Only the words of the entries are wanted, repeated exactly and without images.

===== INPUT

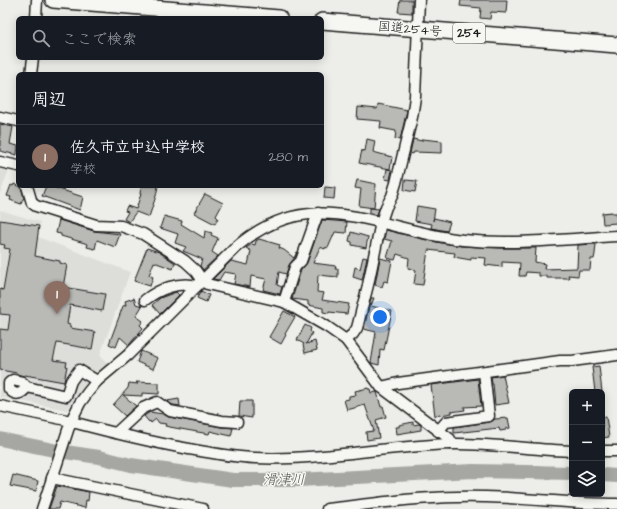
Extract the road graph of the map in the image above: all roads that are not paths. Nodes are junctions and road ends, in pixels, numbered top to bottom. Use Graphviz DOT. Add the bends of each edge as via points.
graph roads {
  1 [pos="37,0"];
  2 [pos="53,0"];
  3 [pos="419,0"];
  4 [pos="36,16"];
  5 [pos="254,16"];
  6 [pos="324,21"];
  7 [pos="418,29"];
  8 [pos="617,45"];
  9 [pos="32,60"];
  10 [pos="31,72"];
  11 [pos="0,117"];
  12 [pos="16,121"];
  13 [pos="0,162"];
  14 [pos="16,166"];
  15 [pos="28,188"];
  16 [pos="318,213"];
  17 [pos="381,222"];
  18 [pos="617,236"];
  19 [pos="200,284"];
  20 [pos="145,300"];
  21 [pos="284,302"];
  22 [pos="346,340"];
  23 [pos="617,355"];
  24 [pos="484,372"];
  25 [pos="97,381"];
  26 [pos="26,387"];
  27 [pos="381,387"];
  28 [pos="0,406"];
  29 [pos="71,422"];
  30 [pos="237,422"];
  31 [pos="438,431"];
  32 [pos="116,433"];
  33 [pos="451,444"];
  34 [pos="569,451"];
  35 [pos="605,451"];
  36 [pos="617,451"];
  37 [pos="52,477"];
  38 [pos="617,504"];
  39 [pos="42,509"];
  40 [pos="203,509"];
  41 [pos="327,509"];
  1 -- 4 [label="street"];
  2 -- 5 [label="highway"];
  3 -- 7 [label="street"];
  6 -- 7 [label="highway, 国道254号 / 254"];
  7 -- 8 [label="highway, 国道254号 / 254"];
  7 -- 17 [label="street" via="414,104 396,183"];
  9 -- 10 [label="street"];
  11 -- 12 [label="street"];
  13 -- 14 [label="street"];
  15 -- 19 [label="street" via="32,203 36,206 96,225 121,226 143,234 185,261 196,271"];
  16 -- 17 [label="street"];
  16 -- 19 [label="street" via="291,217 256,232 236,247"];
  16 -- 21 [label="street" via="301,261 295,267"];
  17 -- 18 [label="street" via="464,240 500,242"];
  17 -- 22 [label="street" via="357,328"];
  19 -- 20 [label="street" via="180,284 154,293"];
  19 -- 21 [label="street" via="234,289"];
  19 -- 25 [label="street" via="128,355"];
  21 -- 22 [label="street"];
  22 -- 27 [label="street"];
  23 -- 24 [label="street"];
  24 -- 27 [label="street"];
  24 -- 31 [label="street" via="489,416 446,422"];
  25 -- 26 [label="street" via="79,370 71,381 66,396"];
  25 -- 29 [label="street" via="80,403"];
  27 -- 31 [label="street"];
  28 -- 29 [label="street"];
  29 -- 32 [label="street"];
  29 -- 37 [label="street"];
  30 -- 32 [label="street" via="170,411 157,402 143,408"];
  31 -- 33 [label="street" via="450,439"];
  32 -- 33 [label="street" via="222,455 254,458 292,459"];
  33 -- 34 [label="street"];
  35 -- 36 [label="street"];
  37 -- 39 [label="street"];
  37 -- 40 [label="street"];
  38 -- 41 [label="street" via="447,497"];
}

==========

— RESPONSE AREA —
Extract the road graph of the map in the image above: all roads that are not paths. Nodes are junctions and road ends, in pixels, numbered top to bottom. Use Graphviz DOT. Add the bends of each edge as via points.
graph roads {
  1 [pos="37,0"];
  2 [pos="53,0"];
  3 [pos="419,0"];
  4 [pos="36,16"];
  5 [pos="254,16"];
  6 [pos="324,21"];
  7 [pos="418,29"];
  8 [pos="617,45"];
  9 [pos="32,60"];
  10 [pos="31,72"];
  11 [pos="0,117"];
  12 [pos="16,121"];
  13 [pos="0,162"];
  14 [pos="16,166"];
  15 [pos="28,188"];
  16 [pos="318,213"];
  17 [pos="381,222"];
  18 [pos="617,236"];
  19 [pos="200,284"];
  20 [pos="145,300"];
  21 [pos="284,302"];
  22 [pos="346,340"];
  23 [pos="617,355"];
  24 [pos="484,372"];
  25 [pos="97,381"];
  26 [pos="26,387"];
  27 [pos="381,387"];
  28 [pos="0,406"];
  29 [pos="71,422"];
  30 [pos="237,422"];
  31 [pos="438,431"];
  32 [pos="116,433"];
  33 [pos="451,444"];
  34 [pos="569,451"];
  35 [pos="605,451"];
  36 [pos="617,451"];
  37 [pos="52,477"];
  38 [pos="617,504"];
  39 [pos="42,509"];
  40 [pos="203,509"];
  41 [pos="327,509"];
  1 -- 4 [label="street"];
  2 -- 5 [label="highway"];
  3 -- 7 [label="street"];
  6 -- 7 [label="highway, 国道254号 / 254"];
  7 -- 8 [label="highway, 国道254号 / 254"];
  7 -- 17 [label="street" via="414,104 396,183"];
  9 -- 10 [label="street"];
  11 -- 12 [label="street"];
  13 -- 14 [label="street"];
  15 -- 19 [label="street" via="32,203 36,206 96,225 121,226 143,234 185,261 196,271"];
  16 -- 17 [label="street"];
  16 -- 19 [label="street" via="291,217 256,232 236,247"];
  16 -- 21 [label="street" via="301,261 295,267"];
  17 -- 18 [label="street" via="464,240 500,242"];
  17 -- 22 [label="street" via="357,328"];
  19 -- 20 [label="street" via="180,284 154,293"];
  19 -- 21 [label="street" via="234,289"];
  19 -- 25 [label="street" via="128,355"];
  21 -- 22 [label="street"];
  22 -- 27 [label="street"];
  23 -- 24 [label="street"];
  24 -- 27 [label="street"];
  24 -- 31 [label="street" via="489,416 446,422"];
  25 -- 26 [label="street" via="79,370 71,381 66,396"];
  25 -- 29 [label="street" via="80,403"];
  27 -- 31 [label="street"];
  28 -- 29 [label="street"];
  29 -- 32 [label="street"];
  29 -- 37 [label="street"];
  30 -- 32 [label="street" via="170,411 157,402 143,408"];
  31 -- 33 [label="street" via="450,439"];
  32 -- 33 [label="street" via="222,455 254,458 292,459"];
  33 -- 34 [label="street"];
  35 -- 36 [label="street"];
  37 -- 39 [label="street"];
  37 -- 40 [label="street"];
  38 -- 41 [label="street" via="447,497"];
}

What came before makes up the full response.